Task directions:
Every line below that has the string "from" needs to be copied.
--- Data to examine ---
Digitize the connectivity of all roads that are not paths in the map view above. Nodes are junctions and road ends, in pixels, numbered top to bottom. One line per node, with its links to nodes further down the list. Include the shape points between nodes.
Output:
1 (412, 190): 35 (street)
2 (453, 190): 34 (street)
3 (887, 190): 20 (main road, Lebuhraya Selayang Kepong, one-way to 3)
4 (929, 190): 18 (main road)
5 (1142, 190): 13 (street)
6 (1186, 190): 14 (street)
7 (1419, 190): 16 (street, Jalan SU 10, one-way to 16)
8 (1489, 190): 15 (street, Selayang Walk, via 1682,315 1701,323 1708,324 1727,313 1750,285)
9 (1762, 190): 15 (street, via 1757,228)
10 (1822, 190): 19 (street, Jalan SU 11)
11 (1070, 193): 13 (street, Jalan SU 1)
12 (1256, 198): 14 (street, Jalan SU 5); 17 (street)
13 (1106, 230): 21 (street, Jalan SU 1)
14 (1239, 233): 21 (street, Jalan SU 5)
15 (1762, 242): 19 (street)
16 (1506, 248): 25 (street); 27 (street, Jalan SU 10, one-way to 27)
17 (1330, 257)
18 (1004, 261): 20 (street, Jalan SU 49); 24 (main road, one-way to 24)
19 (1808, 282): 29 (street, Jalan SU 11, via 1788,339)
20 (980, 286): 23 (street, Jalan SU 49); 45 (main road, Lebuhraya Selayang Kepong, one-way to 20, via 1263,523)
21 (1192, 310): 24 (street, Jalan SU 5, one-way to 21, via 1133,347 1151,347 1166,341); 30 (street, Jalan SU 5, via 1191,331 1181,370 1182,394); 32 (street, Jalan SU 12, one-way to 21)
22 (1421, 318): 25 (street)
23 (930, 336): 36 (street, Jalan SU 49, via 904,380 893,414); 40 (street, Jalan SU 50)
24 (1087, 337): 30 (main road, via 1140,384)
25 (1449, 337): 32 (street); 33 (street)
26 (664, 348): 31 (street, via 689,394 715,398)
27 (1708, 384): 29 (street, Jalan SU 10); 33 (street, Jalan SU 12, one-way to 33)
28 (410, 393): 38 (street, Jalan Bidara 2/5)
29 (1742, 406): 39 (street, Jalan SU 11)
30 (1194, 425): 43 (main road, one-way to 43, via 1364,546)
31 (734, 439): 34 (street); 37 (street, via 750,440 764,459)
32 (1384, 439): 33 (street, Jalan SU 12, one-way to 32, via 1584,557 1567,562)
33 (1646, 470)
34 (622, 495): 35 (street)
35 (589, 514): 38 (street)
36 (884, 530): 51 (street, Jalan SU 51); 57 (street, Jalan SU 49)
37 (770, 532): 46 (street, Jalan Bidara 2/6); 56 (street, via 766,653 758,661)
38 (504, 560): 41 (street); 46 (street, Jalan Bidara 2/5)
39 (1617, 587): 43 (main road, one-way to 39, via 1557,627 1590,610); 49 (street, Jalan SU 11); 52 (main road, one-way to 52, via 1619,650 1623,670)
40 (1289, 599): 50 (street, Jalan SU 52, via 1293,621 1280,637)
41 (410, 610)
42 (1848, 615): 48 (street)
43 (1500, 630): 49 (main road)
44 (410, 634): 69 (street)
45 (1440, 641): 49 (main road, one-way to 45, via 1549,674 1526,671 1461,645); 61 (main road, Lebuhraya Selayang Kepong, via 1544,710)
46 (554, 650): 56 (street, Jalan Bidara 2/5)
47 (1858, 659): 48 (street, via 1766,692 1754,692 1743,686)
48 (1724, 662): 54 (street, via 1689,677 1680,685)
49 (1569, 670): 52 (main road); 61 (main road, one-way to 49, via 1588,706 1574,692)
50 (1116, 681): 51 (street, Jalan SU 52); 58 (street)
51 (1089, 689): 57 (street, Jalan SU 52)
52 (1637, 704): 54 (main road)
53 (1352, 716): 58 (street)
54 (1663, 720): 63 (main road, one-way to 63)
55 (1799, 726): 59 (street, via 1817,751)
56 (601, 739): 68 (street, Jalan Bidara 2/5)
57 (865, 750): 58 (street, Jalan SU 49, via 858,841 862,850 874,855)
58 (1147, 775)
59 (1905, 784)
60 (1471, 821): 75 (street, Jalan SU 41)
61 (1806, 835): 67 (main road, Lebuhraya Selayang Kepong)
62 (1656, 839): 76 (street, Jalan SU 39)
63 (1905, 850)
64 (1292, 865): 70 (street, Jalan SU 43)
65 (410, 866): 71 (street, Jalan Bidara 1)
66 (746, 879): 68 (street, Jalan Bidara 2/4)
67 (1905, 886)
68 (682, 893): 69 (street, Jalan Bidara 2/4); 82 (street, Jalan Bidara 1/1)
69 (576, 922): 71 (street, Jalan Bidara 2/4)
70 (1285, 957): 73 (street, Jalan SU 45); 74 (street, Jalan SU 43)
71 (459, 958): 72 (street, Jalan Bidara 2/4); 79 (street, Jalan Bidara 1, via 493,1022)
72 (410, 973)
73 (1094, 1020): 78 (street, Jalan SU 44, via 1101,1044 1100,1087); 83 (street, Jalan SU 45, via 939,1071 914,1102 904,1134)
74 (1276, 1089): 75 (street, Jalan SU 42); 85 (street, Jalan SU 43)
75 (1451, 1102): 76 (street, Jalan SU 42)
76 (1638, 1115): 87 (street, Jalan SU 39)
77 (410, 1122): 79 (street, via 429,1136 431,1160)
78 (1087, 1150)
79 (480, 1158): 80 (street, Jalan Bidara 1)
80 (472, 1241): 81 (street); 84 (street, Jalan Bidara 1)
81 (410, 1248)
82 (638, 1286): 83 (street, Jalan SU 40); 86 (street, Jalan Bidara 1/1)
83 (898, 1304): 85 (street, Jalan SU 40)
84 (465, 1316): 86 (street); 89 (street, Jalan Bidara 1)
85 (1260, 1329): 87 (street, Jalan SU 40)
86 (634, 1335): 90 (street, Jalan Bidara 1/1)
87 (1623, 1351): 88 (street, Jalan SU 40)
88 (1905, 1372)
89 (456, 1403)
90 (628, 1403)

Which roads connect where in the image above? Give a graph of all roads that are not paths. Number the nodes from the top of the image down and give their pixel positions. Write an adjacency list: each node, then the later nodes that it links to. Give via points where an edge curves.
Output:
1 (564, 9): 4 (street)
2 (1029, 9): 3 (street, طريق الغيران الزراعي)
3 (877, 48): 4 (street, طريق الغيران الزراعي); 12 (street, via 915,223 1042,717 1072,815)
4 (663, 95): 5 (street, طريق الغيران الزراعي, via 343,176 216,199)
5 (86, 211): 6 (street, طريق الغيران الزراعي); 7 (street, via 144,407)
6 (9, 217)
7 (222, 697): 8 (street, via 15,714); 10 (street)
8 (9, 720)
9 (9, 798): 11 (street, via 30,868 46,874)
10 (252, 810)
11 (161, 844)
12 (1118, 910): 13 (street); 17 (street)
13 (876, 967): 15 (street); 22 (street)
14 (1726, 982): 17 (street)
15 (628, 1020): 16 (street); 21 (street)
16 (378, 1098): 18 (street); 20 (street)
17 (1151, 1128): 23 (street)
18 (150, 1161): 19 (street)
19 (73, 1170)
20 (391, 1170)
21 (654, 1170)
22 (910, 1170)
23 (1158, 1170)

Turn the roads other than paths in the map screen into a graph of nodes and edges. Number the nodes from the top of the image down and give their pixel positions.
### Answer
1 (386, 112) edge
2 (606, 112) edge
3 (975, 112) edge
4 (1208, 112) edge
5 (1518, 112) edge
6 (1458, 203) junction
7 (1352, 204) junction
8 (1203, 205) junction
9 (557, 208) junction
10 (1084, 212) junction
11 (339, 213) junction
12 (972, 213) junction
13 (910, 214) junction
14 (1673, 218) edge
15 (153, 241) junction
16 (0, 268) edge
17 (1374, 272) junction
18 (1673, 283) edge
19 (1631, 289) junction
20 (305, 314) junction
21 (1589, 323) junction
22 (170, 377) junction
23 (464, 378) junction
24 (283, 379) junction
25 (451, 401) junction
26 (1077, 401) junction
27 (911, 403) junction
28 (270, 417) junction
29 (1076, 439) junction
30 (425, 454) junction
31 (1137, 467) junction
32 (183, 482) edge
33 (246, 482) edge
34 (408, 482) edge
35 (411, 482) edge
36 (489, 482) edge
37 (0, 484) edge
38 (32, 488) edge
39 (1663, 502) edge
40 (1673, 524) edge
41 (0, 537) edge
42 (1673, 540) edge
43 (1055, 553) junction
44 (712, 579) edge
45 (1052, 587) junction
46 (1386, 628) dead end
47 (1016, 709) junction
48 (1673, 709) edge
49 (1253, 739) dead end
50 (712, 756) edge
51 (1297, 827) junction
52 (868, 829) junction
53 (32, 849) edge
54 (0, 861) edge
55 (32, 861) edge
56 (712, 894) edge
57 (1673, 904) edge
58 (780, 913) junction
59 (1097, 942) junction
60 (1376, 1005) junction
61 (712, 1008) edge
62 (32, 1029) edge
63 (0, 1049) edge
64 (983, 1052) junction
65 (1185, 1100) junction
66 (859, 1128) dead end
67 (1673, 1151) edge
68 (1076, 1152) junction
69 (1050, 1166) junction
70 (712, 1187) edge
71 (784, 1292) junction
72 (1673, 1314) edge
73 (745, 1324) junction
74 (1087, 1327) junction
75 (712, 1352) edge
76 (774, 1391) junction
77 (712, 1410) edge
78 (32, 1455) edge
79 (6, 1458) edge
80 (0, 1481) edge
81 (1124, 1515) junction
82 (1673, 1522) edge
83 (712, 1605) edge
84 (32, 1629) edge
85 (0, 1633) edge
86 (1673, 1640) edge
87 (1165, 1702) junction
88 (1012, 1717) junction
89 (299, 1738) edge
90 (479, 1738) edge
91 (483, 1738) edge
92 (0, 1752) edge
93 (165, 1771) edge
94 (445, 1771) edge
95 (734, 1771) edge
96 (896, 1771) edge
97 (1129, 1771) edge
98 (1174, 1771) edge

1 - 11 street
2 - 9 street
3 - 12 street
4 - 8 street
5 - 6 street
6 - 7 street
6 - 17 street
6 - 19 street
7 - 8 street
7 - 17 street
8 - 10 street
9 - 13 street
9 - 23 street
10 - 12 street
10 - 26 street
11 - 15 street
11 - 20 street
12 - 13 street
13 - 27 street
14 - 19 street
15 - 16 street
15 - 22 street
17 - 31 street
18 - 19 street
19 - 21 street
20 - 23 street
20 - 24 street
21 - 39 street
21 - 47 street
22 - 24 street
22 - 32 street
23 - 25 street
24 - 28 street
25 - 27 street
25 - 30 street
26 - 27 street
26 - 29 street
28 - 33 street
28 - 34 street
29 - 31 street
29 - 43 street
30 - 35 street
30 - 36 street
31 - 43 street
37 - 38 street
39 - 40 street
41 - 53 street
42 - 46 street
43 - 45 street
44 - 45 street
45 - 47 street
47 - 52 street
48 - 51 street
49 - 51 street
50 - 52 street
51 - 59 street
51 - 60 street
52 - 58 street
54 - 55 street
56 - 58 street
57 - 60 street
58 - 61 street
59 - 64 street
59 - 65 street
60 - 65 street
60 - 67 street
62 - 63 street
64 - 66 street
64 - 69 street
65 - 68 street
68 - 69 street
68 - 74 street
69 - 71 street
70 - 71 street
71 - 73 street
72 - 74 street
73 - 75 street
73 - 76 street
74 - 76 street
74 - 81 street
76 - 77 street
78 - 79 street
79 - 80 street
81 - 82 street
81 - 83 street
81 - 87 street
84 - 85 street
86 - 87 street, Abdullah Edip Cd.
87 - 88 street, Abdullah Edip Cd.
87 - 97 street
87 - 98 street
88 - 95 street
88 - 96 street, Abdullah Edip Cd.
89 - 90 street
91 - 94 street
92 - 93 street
---
Exercise answer:
Which roads connect where in the image above? Give a graph of all roads that are not paths. Number the nodes from the top of the image down and give their pixel positions. Write an adjacency list: each node, then the later nodes that it links to. Give via points where an edge curves.
Turn the roads other than paths in the map screen into a graph of nodes and edges. Number the nodes from the top of the image down and give their pixel positions.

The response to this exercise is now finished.